Deverá figurar nos manuais
escolares de todo mundo esta afirmação humaníssima de Mandela:”Eu lutei
contra a dominação dos brancos e lutei contra a dominação dos negros.
Eu cultivei a esperança do ideal de uma sociedade democrática e livre,
na qual todas as pessoas vivem juntas e em harmonia e têm
oportunidadades iguais. É um ideal pelo qual eu espero viver e alcançar.
Mas, se preciso for, é um ideal pelo qual estou disposto a morrer”.
Por
que a vida e a saga de Mandela funda uma esperança no futuro da
humanidade e de nossa civilização? Porque chegamos ao núcleo central de
uma conjunção de crises que pode ameaçar o nosso futuro como espécie
humana. Estamos em plena sexta grande extinção em massa. Cosmólogos
(Brian Swimm) e biólogos (Edward Wilson) nos advertem que, a correrem as
coisas como estão, chegaremos por volta do ano 2030 à culminância desse
processo devastador. Isso quer dizer que a crença persistente no mundo
inteiro, também no Brasil, de que o crescimento econômico material nos
deveria trazer desenvolvimento social, cultural e espiritual é uma
ilusão.
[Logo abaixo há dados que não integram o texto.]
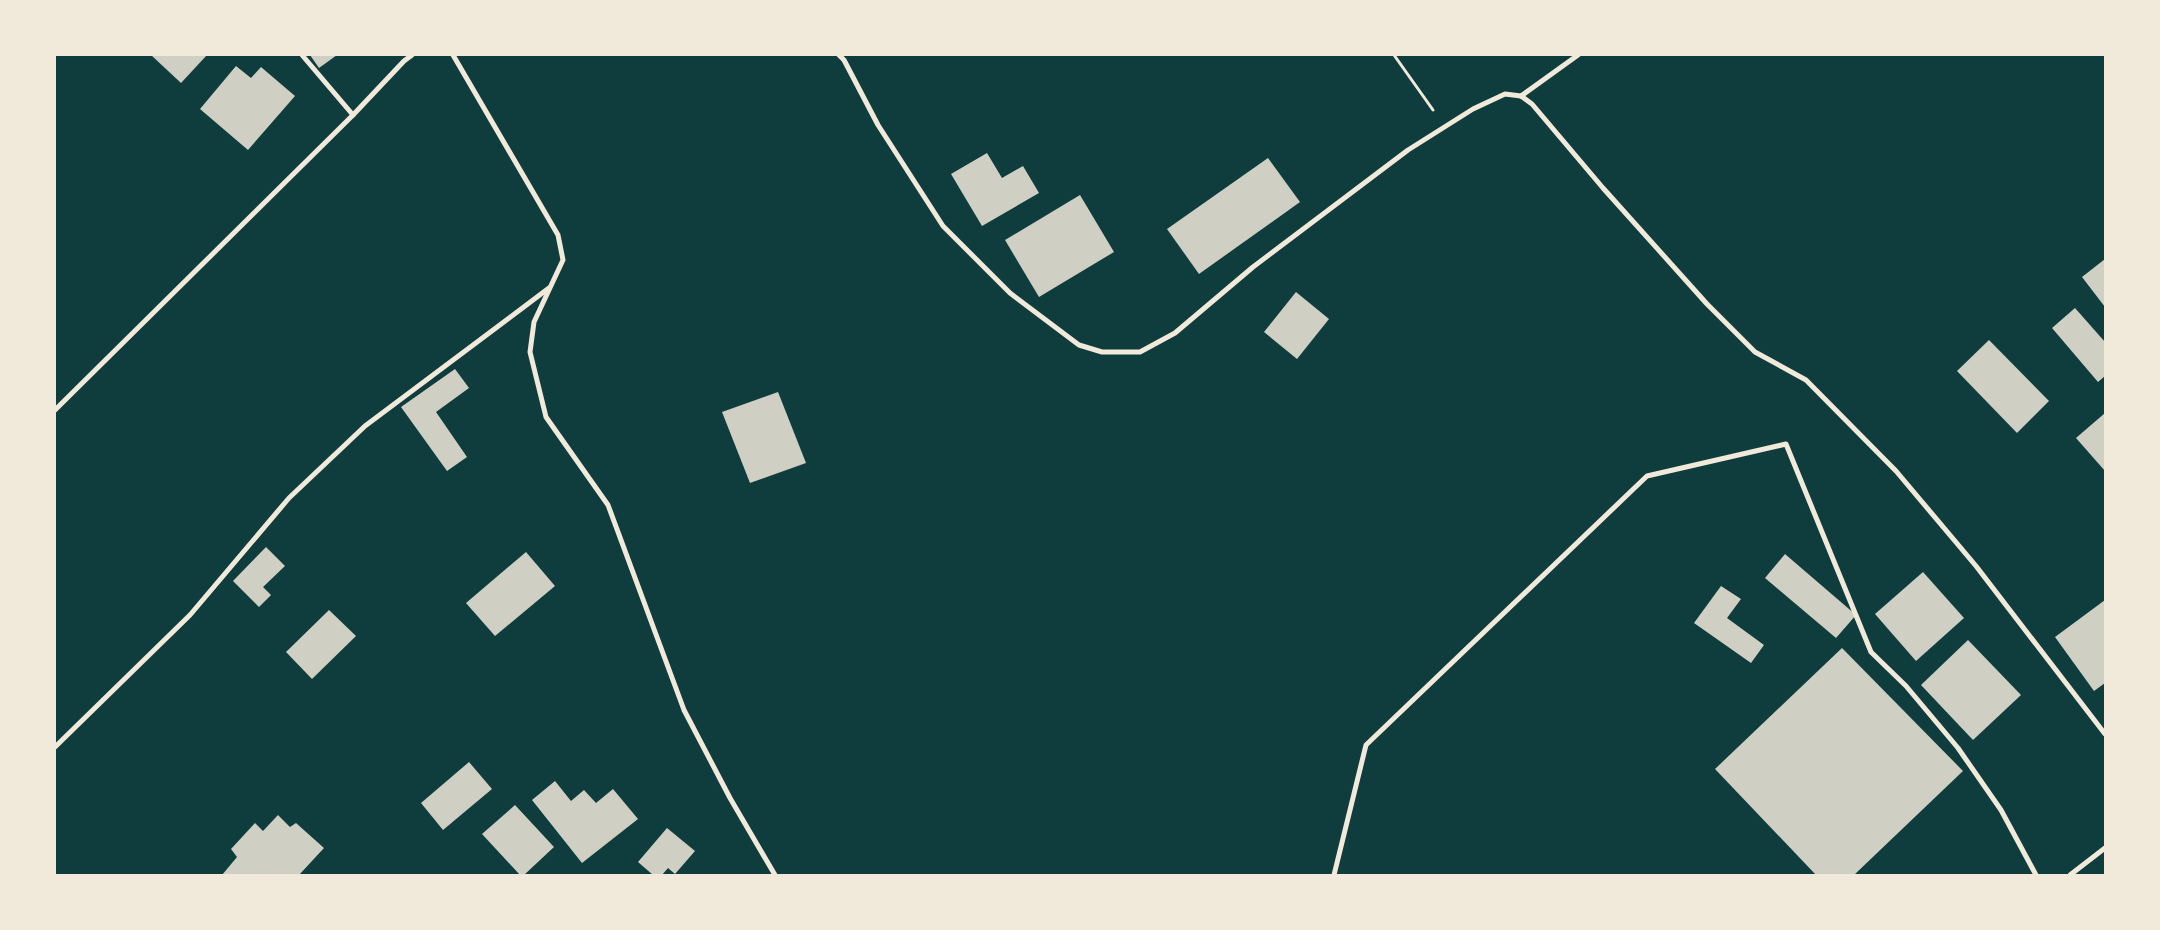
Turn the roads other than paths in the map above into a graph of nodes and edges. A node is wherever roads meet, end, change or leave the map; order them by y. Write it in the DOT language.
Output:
graph roads {
  1 [pos="302,55"];
  2 [pos="412,55"];
  3 [pos="453,55"];
  4 [pos="839,55"];
  5 [pos="1578,55"];
  6 [pos="1521,96"];
  7 [pos="353,115"];
  8 [pos="551,286"];
  9 [pos="55,410"];
  10 [pos="2105,734"];
  11 [pos="55,747"];
  12 [pos="2105,848"];
  13 [pos="775,875"];
  14 [pos="1334,875"];
  15 [pos="2036,875"];
  16 [pos="2070,875"];
  1 -- 7 [label="street"];
  2 -- 7 [label="street"];
  3 -- 8 [label="street"];
  4 -- 6 [label="street"];
  5 -- 6 [label="street"];
  6 -- 10 [label="street"];
  7 -- 9 [label="street"];
  8 -- 11 [label="street"];
  8 -- 13 [label="street"];
  12 -- 16 [label="street"];
  14 -- 15 [label="street"];
}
Estamos vivendo tempos de barbárie e sem esperança.
Cito
o o insuspeito Samuel P. Huntington, antigo assessor do Pentágono e um
analista perspicaz do processo de globalização no término de seu O
choque de civilizações: “A lei e a ordem são o primeiro pré-requisito da
civilização; em grande parte no mundo elas parecem estar evaporando;
numa base mundial, a civilização parece, em muitos aspectos, estar
cedendo diante da barbárie, gerando a imagem de um fenômeno sem
precedentes, uma Idade das Trevas mundial, que se abate sobre a
Humanidade”(1997:409-410).
Acrescento a opinião do conhecido
filósofo e cientista político Norberto Bobbio que como Mandela
acreditava nos direitos humanos e na democracia como valores para
equacionar o problema da violência entre os Estados e para uma
convivência pacífica. Em sua última entrevista declarou:”não saberia
dizer como será o Terceiro Milênio. Minhas certezas caem e somente um
enorme ponto de interrogação agita a minha cabeça: será o milênio da
guerra de extermínio ou o da concórdia entre os seres humanos? Não tenho
condições de responder a esta indagação”.
Face a estes
cenários sombrios Mandela responderia seguramente, fundado em sua
experiência política: sim, é possível que o ser humano se reconcilie
consigo mesmo, que sobreponha sua dimesão de sapiens à aquela de demens
e inaugure uma nova forma de estar juntos na mesma Casa.
Talvez
valham as palavras de seu grande amigo, o arcebispo Desmond Tutu que
coordenou o processo de Verdade e Reconciliação:“Tendo encarado a besta
do passado olho no olho, tendo pedido e recebido perdão e tendo feito
correções, viremos agora a página — não para esquecer esse passado, mas
para não deixar que nos aprisione para sempre. Avancemos em direção a um
futuro glorioso de uma nova sociedade em que as pessoas valham não em
razão de irrelevâncias biológicas ou de outros estranhos atributos, mas
porque são pessoas de valor infinito, criadas à imagem de Deus”.
Essa lição de esperança nos deixa Mandela: nós ainda viveremos se sem discriminações pusermos em prática de fato o Ubuntu.
Leonardo Boff escreveu Cuidar da Terra, proteger a vida: como evitar o fim do mundo, Record, Rio 2010.